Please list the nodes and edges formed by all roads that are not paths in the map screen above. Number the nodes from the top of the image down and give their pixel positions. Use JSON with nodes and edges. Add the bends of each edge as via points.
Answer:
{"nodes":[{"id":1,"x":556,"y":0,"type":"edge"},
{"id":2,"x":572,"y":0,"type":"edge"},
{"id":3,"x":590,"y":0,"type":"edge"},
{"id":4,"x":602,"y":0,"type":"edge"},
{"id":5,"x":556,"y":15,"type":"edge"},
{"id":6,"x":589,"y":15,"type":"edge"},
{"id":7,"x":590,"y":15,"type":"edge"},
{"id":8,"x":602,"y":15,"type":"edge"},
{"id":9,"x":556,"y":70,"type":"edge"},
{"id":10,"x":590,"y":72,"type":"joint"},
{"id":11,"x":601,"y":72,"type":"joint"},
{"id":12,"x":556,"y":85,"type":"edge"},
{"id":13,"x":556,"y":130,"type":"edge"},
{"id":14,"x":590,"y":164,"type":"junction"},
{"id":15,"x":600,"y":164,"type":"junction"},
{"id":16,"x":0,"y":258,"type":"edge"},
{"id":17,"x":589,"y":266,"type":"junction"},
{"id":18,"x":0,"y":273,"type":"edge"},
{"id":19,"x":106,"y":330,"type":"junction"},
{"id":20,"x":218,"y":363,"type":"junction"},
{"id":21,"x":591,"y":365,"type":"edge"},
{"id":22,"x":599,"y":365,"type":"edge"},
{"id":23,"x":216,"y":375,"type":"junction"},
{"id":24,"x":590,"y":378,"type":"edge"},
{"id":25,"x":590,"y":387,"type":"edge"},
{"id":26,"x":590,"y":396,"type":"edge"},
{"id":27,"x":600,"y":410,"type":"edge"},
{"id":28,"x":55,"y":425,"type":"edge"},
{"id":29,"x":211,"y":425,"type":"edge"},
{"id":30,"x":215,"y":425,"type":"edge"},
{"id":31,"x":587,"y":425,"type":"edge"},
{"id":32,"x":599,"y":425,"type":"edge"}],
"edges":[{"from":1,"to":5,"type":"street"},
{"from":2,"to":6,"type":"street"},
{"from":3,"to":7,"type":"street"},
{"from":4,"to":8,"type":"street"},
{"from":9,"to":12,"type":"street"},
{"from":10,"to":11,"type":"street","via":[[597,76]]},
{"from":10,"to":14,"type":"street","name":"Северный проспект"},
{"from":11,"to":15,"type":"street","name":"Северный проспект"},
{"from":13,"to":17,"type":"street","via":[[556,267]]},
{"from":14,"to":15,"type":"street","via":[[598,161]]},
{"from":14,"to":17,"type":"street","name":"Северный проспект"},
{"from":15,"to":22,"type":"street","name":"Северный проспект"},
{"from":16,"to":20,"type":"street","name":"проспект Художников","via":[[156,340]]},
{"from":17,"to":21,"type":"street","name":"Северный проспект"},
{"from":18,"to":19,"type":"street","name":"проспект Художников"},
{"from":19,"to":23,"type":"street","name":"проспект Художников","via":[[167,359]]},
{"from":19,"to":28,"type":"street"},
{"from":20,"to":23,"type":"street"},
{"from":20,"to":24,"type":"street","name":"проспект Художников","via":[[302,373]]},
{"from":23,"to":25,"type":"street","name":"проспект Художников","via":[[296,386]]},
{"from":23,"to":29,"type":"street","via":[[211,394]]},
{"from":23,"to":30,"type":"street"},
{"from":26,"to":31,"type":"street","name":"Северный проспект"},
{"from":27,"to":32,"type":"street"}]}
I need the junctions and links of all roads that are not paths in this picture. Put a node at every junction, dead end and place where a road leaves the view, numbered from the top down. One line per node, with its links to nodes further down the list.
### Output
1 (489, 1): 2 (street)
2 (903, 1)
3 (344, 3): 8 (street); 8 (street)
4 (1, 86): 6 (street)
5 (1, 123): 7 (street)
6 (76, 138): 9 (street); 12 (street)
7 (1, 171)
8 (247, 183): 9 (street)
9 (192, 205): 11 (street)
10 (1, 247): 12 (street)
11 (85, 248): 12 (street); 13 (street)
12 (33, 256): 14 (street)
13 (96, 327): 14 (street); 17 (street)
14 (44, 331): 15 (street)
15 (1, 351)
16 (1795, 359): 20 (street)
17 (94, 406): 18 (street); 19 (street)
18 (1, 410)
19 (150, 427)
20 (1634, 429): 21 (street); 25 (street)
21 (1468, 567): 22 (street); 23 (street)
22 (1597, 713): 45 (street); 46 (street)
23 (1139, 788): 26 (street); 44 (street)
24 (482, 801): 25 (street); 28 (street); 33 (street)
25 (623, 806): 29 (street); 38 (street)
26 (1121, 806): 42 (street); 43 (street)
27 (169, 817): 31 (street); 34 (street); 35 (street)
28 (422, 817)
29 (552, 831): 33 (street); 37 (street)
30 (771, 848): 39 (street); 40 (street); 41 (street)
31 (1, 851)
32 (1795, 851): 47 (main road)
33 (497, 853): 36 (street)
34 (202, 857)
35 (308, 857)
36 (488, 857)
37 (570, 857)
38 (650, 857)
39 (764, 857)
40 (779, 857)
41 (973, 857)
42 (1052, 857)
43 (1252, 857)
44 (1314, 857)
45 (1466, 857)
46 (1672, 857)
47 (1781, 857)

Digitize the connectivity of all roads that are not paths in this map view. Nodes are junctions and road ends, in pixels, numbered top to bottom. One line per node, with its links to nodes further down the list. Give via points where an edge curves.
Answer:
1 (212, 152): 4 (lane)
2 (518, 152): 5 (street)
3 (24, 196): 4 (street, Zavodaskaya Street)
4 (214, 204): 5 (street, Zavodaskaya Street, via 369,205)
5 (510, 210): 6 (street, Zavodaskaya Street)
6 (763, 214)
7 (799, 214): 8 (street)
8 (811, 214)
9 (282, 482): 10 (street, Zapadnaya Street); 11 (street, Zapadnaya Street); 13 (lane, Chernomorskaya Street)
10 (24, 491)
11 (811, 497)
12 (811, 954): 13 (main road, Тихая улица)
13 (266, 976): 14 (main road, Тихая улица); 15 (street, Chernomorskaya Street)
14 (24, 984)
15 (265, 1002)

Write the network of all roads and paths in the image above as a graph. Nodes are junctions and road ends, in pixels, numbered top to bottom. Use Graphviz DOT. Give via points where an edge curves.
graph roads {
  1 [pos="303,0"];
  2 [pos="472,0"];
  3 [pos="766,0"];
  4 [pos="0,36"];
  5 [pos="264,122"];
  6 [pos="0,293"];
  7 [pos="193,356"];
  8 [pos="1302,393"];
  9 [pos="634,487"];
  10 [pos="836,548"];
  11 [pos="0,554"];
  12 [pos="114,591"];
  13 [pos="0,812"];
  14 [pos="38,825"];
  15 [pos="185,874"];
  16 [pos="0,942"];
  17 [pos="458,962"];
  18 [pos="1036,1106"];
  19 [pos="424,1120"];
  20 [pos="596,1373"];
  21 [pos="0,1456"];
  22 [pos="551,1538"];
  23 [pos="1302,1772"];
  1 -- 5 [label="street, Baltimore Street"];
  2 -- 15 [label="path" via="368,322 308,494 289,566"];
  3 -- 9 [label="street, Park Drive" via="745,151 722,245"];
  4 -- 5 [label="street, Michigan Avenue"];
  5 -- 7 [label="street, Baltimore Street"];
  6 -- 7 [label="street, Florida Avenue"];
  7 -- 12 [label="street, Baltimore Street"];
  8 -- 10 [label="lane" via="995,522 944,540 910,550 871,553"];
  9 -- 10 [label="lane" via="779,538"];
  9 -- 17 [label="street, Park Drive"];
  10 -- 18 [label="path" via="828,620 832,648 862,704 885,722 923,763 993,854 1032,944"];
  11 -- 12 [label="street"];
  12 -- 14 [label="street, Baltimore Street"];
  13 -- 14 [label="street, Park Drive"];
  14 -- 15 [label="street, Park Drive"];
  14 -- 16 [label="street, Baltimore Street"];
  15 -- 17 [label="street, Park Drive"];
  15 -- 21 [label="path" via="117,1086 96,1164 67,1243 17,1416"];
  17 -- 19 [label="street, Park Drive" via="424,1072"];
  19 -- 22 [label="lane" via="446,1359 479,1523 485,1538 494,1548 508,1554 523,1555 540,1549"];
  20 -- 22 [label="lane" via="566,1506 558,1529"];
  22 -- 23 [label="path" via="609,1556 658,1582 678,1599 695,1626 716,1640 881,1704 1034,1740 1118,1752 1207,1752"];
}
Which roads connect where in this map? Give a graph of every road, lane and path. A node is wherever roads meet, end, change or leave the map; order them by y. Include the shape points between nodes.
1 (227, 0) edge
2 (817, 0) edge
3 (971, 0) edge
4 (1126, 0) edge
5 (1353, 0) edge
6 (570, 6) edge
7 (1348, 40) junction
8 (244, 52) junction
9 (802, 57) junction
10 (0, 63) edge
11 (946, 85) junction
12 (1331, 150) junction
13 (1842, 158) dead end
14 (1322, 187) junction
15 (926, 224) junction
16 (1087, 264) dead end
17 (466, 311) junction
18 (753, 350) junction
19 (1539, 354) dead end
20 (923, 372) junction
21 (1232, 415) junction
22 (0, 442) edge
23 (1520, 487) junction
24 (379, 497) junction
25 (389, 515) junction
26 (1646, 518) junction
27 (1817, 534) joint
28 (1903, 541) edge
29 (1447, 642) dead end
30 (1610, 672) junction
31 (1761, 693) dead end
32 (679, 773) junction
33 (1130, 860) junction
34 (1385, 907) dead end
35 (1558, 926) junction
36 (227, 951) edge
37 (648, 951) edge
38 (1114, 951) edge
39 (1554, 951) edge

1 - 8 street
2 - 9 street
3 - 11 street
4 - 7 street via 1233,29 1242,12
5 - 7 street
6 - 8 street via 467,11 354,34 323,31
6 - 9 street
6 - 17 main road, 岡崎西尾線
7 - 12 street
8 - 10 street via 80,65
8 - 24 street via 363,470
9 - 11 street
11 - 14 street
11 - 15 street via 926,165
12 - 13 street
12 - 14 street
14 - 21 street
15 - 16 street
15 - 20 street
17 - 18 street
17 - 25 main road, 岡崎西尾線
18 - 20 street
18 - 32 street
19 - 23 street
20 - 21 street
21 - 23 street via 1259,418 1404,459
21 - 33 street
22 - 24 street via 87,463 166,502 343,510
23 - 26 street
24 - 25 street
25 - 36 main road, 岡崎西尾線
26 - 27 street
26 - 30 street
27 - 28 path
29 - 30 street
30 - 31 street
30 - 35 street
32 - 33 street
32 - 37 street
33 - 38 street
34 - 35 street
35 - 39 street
▬▬▬▬▬▬▬▬▬▬
Using the material above, filter for lines holding "Drive" and copy each one.

  3 -- 9 [label="street, Park Drive" via="745,151 722,245"];
  9 -- 17 [label="street, Park Drive"];
  13 -- 14 [label="street, Park Drive"];
  14 -- 15 [label="street, Park Drive"];
  15 -- 17 [label="street, Park Drive"];
  17 -- 19 [label="street, Park Drive" via="424,1072"];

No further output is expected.